El entusiasmo fue enorme aquí y en Filadelfia. Hubo quienes, incluso, llegaron a decir que su límite sería el cielo y que los Filis debían asegurarlo por un buen tiempo, o corrían el riesgo de perderlo más adelante.
A todos nos pareció un razonamiento lógico después de lo mostrado el año pasado. Pero en lugar de volver a impactar, Vicente se ha venido de bruces contra el piso y la preocupación que ha generado, está por convertirse en alarma.
“Creo que nadie estaría cómodo en mi lugar.

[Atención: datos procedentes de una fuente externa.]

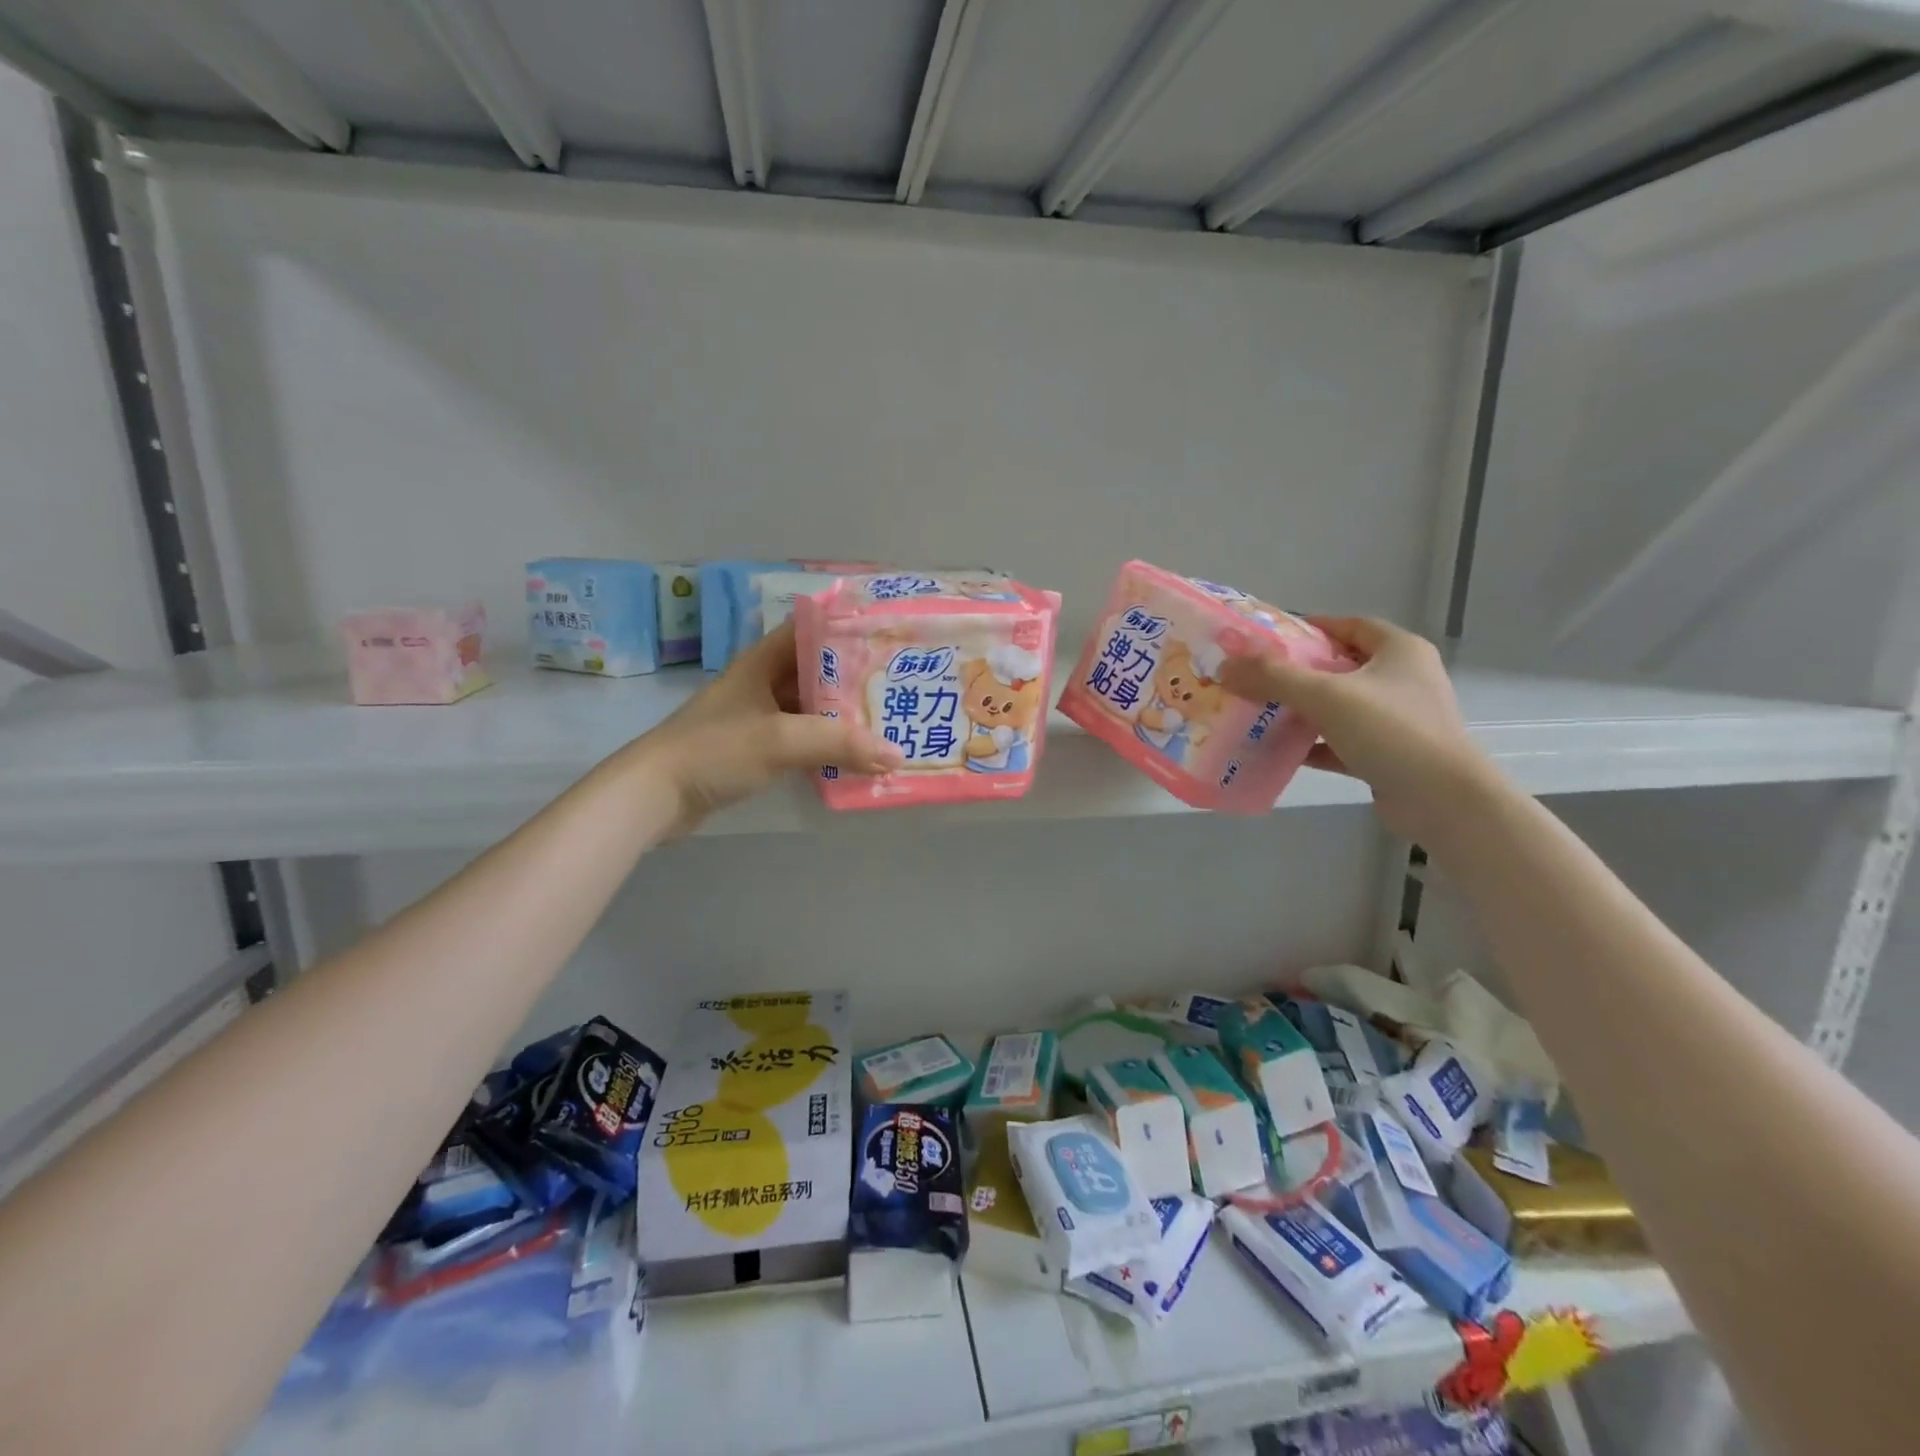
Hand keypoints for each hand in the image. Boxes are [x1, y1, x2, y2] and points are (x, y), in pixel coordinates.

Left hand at [634, 621, 901, 836]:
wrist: (656, 794)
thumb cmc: (716, 750)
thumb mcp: (781, 740)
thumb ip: (839, 744)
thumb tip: (896, 753)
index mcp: (764, 661)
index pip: (813, 630)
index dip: (849, 630)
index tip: (889, 638)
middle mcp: (764, 681)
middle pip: (819, 671)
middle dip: (857, 679)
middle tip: (900, 686)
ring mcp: (760, 716)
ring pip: (812, 707)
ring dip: (845, 716)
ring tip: (889, 721)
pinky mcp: (757, 747)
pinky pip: (803, 738)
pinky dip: (827, 745)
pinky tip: (856, 757)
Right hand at [1219, 617, 1489, 841]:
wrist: (1443, 801)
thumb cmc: (1391, 732)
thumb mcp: (1326, 696)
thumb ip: (1273, 677)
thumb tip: (1224, 666)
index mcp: (1399, 651)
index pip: (1349, 626)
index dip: (1309, 628)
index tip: (1268, 639)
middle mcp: (1403, 680)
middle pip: (1340, 666)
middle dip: (1297, 672)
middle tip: (1255, 677)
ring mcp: (1398, 719)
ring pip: (1339, 706)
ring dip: (1302, 709)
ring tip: (1259, 711)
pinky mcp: (1389, 754)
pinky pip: (1341, 741)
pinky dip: (1313, 744)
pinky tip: (1279, 750)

No he hecho lo que se espera de mí”, señala desde Montreal a LA PRENSA, el lanzador chinandegano, que viene de perder 6-3 ante los Mets, para extender a cinco una racha de derrotas.
Tras su último tropiezo, el manager Larry Bowa indicó que Padilla había abusado de su recta hasta volverse predecible ante los Mets. Su coach, Joe Kerrigan, atribuyó en parte, su derrota, a problemas digestivos que afectaron al nica.
“No estoy de acuerdo con esas explicaciones. Primero porque a mí me dirigen los pitcheos, es decir, me ordenan lo que voy a tirar. Así que si tiré rectas, es porque eso me indicaron. Y sobre los problemas digestivos, yo no los he usado como excusas, simplemente, me batearon”.
¿Entonces es cierto lo de la diarrea?
“Sí, una comida me hizo daño la noche anterior (del miércoles) y la verdad es que me sentí sin fuerza, pero tampoco es excusa. Sencillamente, no me siento cómodo por la forma como se me obliga a lanzar”.
Ellos (tus jefes) cuestionan tu pensamiento táctico…
“¿Y entonces el año pasado quién lanzaba por mí? Lo que pasa es que se confiaba en mí y yo respondí a esa confianza. Ahora ha sido diferente. Imaginate que se me obliga a lanzar curva, y es sobre una curva que me pega jonrón Cliff Floyd”.
Evidentemente, éstas no son horas de tranquilidad para Vicente, pero tampoco está a punto de asfixiarse. Ojalá alcance un punto de equilibrio con sus dirigentes y pronto se le vea de regreso por la senda ganadora, para lo cual ya ha mostrado aptitud.